Adaptive neural appointed-time prescribed performance control for the manipulator system via barrier Lyapunov function

• Published in: Journal of the Franklin Institute Vol. 362; no. 2; p. 107468
• Main Authors: Zhao, Kangwei, Xie, Yichen, Xu, Shijie, Zhang, Liang
• Format: Journal Article
• Language: English
• Published: Elsevier Inc 01.01.2025
• Subjects: Appointed-time stability; Backstepping control; Barrier Lyapunov function; Modified prescribed performance function; Neural network compensation; Barrier Lyapunov function; Backstepping control; Modified prescribed performance function; Neural network compensation; Appointed-time stability
• ISSN: 0016-0032
• DOI: 10.1016/j.jfranklin.2024.107468

•An appointed time controller which ensures settling time achievement via barrier Lyapunov function.•A novel form of bounded time-vary gain designed for appointed time stability.•A new class of modified appointed time prescribed performance functions.
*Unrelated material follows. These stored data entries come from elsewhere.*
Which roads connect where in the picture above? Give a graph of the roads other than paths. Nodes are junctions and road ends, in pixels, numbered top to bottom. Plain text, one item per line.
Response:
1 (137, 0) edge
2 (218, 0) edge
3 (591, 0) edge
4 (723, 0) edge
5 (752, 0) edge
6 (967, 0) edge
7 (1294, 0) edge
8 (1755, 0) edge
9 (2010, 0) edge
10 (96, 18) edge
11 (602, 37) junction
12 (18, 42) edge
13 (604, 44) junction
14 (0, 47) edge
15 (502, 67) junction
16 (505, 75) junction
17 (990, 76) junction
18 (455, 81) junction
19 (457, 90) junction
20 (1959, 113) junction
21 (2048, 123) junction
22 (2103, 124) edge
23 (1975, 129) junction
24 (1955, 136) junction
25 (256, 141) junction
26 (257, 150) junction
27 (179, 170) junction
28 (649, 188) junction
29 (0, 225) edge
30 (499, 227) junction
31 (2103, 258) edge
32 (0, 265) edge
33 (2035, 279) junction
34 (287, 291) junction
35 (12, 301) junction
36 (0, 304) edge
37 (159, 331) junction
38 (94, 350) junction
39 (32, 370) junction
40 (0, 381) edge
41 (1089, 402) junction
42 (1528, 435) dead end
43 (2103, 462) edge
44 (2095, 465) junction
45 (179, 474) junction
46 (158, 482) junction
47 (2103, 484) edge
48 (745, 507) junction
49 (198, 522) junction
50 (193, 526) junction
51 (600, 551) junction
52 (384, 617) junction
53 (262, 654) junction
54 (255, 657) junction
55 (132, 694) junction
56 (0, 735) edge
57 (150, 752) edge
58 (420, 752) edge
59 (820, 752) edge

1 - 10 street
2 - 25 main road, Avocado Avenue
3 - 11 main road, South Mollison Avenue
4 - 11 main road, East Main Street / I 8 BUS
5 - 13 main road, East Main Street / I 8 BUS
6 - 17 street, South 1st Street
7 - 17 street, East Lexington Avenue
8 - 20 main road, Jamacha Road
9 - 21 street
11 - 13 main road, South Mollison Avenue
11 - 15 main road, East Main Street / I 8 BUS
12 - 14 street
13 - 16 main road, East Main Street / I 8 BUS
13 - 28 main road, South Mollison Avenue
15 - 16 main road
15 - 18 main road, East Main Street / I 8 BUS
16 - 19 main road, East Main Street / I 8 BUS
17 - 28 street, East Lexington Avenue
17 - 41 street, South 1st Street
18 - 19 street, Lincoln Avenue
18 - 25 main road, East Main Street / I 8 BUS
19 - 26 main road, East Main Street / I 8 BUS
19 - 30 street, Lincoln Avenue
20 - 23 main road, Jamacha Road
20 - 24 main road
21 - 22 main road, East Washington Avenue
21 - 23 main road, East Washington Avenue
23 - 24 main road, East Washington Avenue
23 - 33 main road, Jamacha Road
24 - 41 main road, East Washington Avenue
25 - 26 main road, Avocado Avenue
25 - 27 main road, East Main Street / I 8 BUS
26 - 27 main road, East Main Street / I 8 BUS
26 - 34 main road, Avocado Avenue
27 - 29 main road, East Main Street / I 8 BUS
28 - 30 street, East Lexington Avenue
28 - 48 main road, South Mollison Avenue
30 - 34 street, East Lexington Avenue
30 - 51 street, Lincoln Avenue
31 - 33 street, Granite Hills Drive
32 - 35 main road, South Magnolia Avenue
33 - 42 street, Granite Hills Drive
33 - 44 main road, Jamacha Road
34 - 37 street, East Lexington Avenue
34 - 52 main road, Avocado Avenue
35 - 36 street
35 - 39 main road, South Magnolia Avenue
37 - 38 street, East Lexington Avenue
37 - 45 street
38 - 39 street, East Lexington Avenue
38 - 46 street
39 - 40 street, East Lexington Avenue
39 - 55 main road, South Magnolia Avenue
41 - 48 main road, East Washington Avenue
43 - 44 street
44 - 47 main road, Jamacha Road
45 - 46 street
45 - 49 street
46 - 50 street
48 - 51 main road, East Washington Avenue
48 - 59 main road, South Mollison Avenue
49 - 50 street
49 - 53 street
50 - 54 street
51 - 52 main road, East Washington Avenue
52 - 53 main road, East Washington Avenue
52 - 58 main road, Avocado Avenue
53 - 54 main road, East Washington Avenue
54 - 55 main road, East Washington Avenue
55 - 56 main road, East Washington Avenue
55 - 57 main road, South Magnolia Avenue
In this paper, a novel adaptive neural prescribed performance backstepping controller is proposed to address the positioning problem of a perpetuated robotic manipulator subject to model uncertainties. Different from asymptotically stable and fixed-time stable controllers, the proposed appointed-time controller allows for the obtainment of the predefined convergence time regardless of initial conditions. Moreover, a modified prescribed performance function with appointed-time convergence characteristics is proposed based on K1 functions, alleviating the necessity for accurate initial errors. Building on this, the secant-type barrier Lyapunov function is employed to ensure appointed-time stability and error variables stabilize to a small set around zero with prescribed performance. Additionally, radial basis function neural networks are utilized to compensate perturbations, with approximation errors being compensated by adaptive laws. Finally, simulation results with different examples are demonstrated to validate the effectiveness of the proposed control algorithm.